▸ EXERCISE: The records that follow are to be transcribed exactly.

▸ TASK MATERIAL:
• • • •

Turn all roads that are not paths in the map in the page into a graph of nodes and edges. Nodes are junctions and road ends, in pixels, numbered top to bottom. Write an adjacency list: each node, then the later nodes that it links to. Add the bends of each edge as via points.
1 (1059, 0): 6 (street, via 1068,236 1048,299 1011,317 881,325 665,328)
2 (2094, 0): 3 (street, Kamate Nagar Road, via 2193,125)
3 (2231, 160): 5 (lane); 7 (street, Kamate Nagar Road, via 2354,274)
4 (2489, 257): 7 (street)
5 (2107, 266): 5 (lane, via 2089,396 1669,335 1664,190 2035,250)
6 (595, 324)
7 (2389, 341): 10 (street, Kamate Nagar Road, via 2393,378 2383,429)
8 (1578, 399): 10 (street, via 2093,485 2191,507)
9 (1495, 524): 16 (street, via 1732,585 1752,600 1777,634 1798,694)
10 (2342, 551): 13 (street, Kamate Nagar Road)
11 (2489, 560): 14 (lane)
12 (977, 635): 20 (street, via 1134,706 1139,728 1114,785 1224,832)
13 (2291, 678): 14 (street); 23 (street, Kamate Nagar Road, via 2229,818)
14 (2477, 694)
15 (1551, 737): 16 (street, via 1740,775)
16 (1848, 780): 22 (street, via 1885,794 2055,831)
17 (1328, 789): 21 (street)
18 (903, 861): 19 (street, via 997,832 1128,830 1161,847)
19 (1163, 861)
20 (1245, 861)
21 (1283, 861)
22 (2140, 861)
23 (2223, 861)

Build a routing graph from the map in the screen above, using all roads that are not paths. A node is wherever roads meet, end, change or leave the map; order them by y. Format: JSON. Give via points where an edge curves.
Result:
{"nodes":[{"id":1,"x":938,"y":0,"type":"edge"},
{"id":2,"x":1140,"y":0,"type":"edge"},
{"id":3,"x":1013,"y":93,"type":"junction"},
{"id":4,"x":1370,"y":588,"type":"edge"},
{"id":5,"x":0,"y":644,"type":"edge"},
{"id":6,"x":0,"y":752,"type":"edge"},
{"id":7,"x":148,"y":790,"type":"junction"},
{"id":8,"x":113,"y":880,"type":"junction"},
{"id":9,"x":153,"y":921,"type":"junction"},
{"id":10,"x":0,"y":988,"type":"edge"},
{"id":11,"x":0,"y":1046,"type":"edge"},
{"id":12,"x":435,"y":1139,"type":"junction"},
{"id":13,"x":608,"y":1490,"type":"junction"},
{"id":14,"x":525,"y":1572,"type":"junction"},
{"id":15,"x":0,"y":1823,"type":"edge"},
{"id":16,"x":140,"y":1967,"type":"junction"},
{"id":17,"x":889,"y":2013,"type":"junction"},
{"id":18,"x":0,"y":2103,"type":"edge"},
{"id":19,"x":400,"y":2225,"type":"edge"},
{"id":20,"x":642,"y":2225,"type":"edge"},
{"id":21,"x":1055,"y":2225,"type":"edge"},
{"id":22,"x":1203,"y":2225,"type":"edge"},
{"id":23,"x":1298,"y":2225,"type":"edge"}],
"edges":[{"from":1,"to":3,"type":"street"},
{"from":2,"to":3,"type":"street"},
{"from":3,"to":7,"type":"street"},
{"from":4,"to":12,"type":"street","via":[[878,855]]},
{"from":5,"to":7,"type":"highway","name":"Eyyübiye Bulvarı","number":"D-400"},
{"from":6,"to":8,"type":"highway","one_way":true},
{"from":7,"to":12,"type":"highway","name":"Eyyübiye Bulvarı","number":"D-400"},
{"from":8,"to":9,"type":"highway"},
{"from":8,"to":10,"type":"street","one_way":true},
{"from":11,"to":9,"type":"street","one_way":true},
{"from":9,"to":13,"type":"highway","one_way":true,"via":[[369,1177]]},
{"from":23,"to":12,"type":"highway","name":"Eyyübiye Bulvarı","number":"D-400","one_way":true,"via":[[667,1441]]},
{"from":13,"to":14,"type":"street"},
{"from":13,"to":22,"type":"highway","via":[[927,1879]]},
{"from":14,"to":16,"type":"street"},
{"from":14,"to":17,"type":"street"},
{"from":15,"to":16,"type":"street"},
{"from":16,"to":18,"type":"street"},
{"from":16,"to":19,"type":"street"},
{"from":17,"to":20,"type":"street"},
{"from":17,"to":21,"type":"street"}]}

• • • •

▸ RESULT OF THIS TASK:
Turn all roads that are not paths in the map in the page into a graph of nodes and edges. Nodes are junctions and road ends, in pixels, numbered top to bottom. Write an adjacency list: each node, then the later nodes that it links to. Add the bends of each edge as via points.
1 (1059, 0): 6 (street, via 1068,236 1048,299 1011,317 881,325 665,328)
2 (2094, 0): 3 (street, Kamate Nagar Road, via 2193,125)
3 (2231, 160): 5 (lane); 7 (street, Kamate Nagar Road, via 2354,274)
4 (2489, 257): 7 (street)
5 (2107, 266): 5 (lane, via 2089,396 1669,335 1664,190 2035,250)
6 (595, 324)
7 (2389, 341): 10 (street, Kamate Nagar Road, via 2393,378 2383,429)
8 (1578, 399): 10 (street, via 2093,485 2191,507)
9 (1495, 524): 16 (street, via 1732,585 1752,600 1777,634 1798,694)
10 (2342, 551): 13 (street, Kamate Nagar Road)
11 (2489, 560): 14 (lane)
12 (977, 635): 20 (street, via 1134,706 1139,728 1114,785 1224,832)
13 (2291, 678): 14 (street); 23 (street, Kamate Nagar Road, via 2229,818)
14 (2477, 694)
15 (1551, 737): 16 (street, via 1740,775)
16 (1848, 780): 22 (street, via 1885,794 2055,831)
17 (1328, 789): 21 (street)
18 (903, 861): 19 (street, via 997,832 1128,830 1161,847)
19 (1163, 861)
20 (1245, 861)
21 (1283, 861)
22 (2140, 861)
23 (2223, 861)

Build a routing graph from the map in the screen above, using all roads that are not paths. A node is wherever roads meet, end, change or leave the map; order them by y. Format: JSON. Give via points where an edge curves.
Result:
{"nodes":[{"id":1,"x":938,"y":0,"type":"edge"},
{"id":2,"x":1140,"y":0,"type":"edge"},
{"id":3,"x":1013,"y":93,"type":"junction"},
{"id":4,"x":1370,"y":588,"type":"edge"},
{"id":5,"x":0,"y":644,"type":"edge"},
{"id":6,"x":0,"y":752,"type":"edge"},
{"id":7,"x":148,"y":790,"type":"junction"},
{"id":8,"x":113,"y":880,"type":"junction"},
{"id":9,"x":153,"y":921,"type":"junction"},
{"id":10,"x":0,"y":988,"type":"edge"},
{"id":11,"x":0,"y":1046,"type":"edge"},
{"id":12,"x":435,"y":1139,"type":"junction"},
{"id":13,"x":608,"y":1490,"type":"junction"},
{"id":14,"x":525,"y":1572,"type":"junction"},
{"id":15,"x":0,"y":1823,"type":"edge"},
{"id":16,"x":140,"y":1967,"type":"junction"},
{"id":17,"x":889,"y":2013,"type":"junction"},
{"id":18,"x":0,"y":2103,"type":"edge"},
{"id":19,"x":400,"y":2225,"type":"edge"},
{"id":20,"x":642,"y":2225,"type":"edge"},
{"id":21,"x":1055,"y":2225,"type":"edge"},
{"id":22,"x":1203,"y":2225,"type":"edge"},
{"id":23,"x":1298,"y":2225,"type":"edge"}],
"edges":[{"from":1,"to":3,"type":"street"},
{"from":2,"to":3,"type":"street"},
{"from":3,"to":7,"type":"street"},
{"from":4,"to":12,"type":"street","via":[[878,855]]},
{"from":5,"to":7,"type":"highway","name":"Eyyübiye Bulvarı","number":"D-400"},
{"from":6,"to":8,"type":"highway","one_way":true},
{"from":7,"to":12,"type":"highway","name":"Eyyübiye Bulvarı","number":"D-400"},
{"from":8,"to":9,"type":"highway"},
{"from":8,"to":10,"type":"street","one_way":true},
{"from":11,"to":9,"type":"street","one_way":true},
{"from":9,"to":13,"type":"highway","one_way":true,"via":[[369,1177]]},
{"from":23,"to":12,"type":"highway","name":"Eyyübiye Bulvarı","number":"D-400","one_way":true,"via":[[667,1441]]},
{"from":13,"to":14,"type":"street"},
{"from":13,"to":22,"type":"highway","via":[[927,1879]]},
{"from":14,"to":16,"type":"street"},
{"from":14,"to":17,"type":"street"},
{"from":15,"to":16,"type":"street"},
{"from":16,"to":18,"type":"street"},
{"from":16,"to":19,"type":"street"},
{"from":17,"to":20,"type":"street"},
{"from":17,"to":21,"type":"street"}]}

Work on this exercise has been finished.